MRI with contrast is the preferred imaging modality for the identification of structural brain abnormalities in SWS (Zhou et al., 2010). It shows enhancement of the leptomeninges overlying the involved cortex, reflecting leptomeningeal angiomatosis, or blood-brain-barrier damage related to chronic cortical ischemia. Homogeneous enhancement of an enlarged ipsilateral choroid plexus may be seen due to a choroid plexus angioma. Because of insufficient superficial cortical venous drainage, collateralization develops in the deep venous system, leading to enhancement of medullary and subependymal veins ipsilateral to the cortical lesion (Zhou et al., 2010). MR perfusion weighted imaging (PWI) indicates cerebral hypoperfusion predominantly due to impaired venous drainage, with only the most severely affected regions in some patients also showing arterial perfusion deficiency (Lin et al., 2008). Functional neuroimaging studies with positron emission tomography (PET) and single photon emission computed tomography (SPECT) may demonstrate cortical hypometabolism and hypoperfusion in corresponding area.

(4) Rasmussen Encephalitis

Rasmussen syndrome (RS) or encephalitis or chronic focal encephalitis was discovered in 1958 by Theodore Rasmussen (Salisu & Awosanya, 2010; Bien et al., 2005). It is a rare but severe immune-mediated, chronic inflammatory, progressive, devastating brain disorder (Omran et al., 2005; Lin et al., 2008; Bien et al., 2005; Zhang et al., 2007; Wikipedia, 2010; Tien et al., 1992).
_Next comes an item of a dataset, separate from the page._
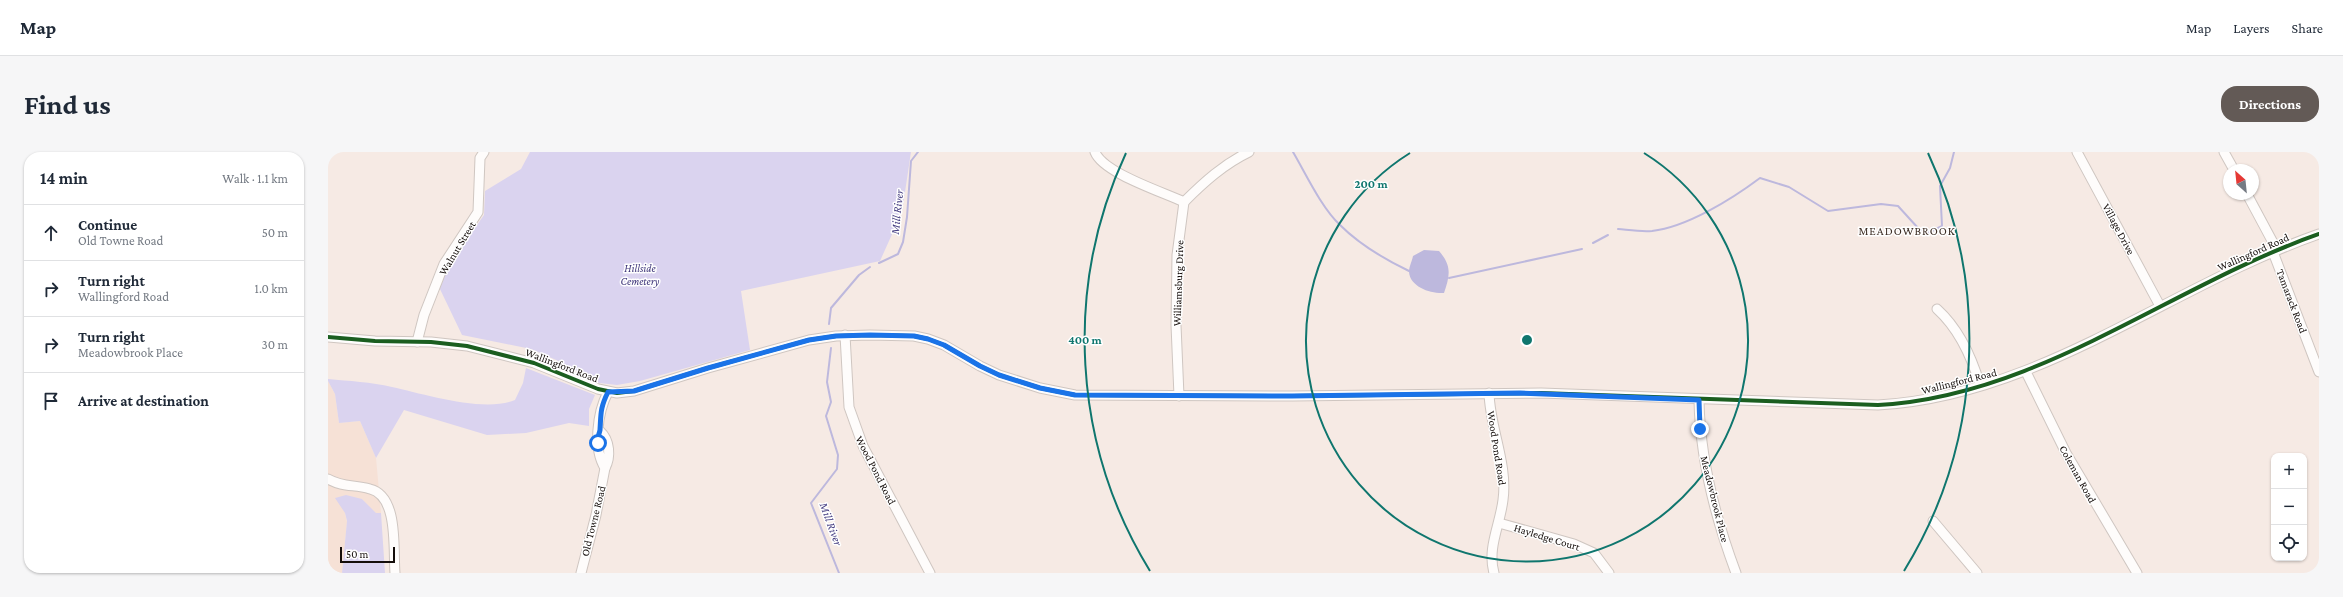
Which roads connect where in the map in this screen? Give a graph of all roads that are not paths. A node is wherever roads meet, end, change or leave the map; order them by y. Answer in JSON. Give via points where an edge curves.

The onset is in childhood and is characterized by unilateral hemispheric atrophy, abrupt appearance of focal, persistent motor seizure activity (epilepsia partialis continua {EPC}), followed by hemiplegia and progressive cognitive deterioration (Zhang et al., 2007). Three features of the epilepsy in RE are polymorphism of seizures, frequent occurrence and medical intractability. (Bien et al., 2005). RS is usually uni-cerebral and generally occurs in children under the age of 15 with median age of 6years (Salisu & Awosanya, 2010; Bien et al., 2005; Wikipedia, 2010). Nevertheless, adolescent and adult patients with milder course exist (Ouesadam et al., 2007; Bien et al., 2005).

Aetiology of RS is unknown but autoimmunity associated with persistent viral infection has been implicated (Moritani, 2011; Wikipedia, 2010; Tien et al., 1992). Preceding inflammatory episodes are tonsillitis, upper respiratory tract infection, and otitis media (Salisu & Awosanya, 2010). Unihemispherical atrophy results from brain cells inflammations and epilepsy (Sharma et al., 2006). Since in RE the brain involvement is mainly unilateral, some factor additional to autoimmunity must contribute to the pathogenesis in order to determine unilaterality (Bien et al., 2005; Wikipedia, 2010).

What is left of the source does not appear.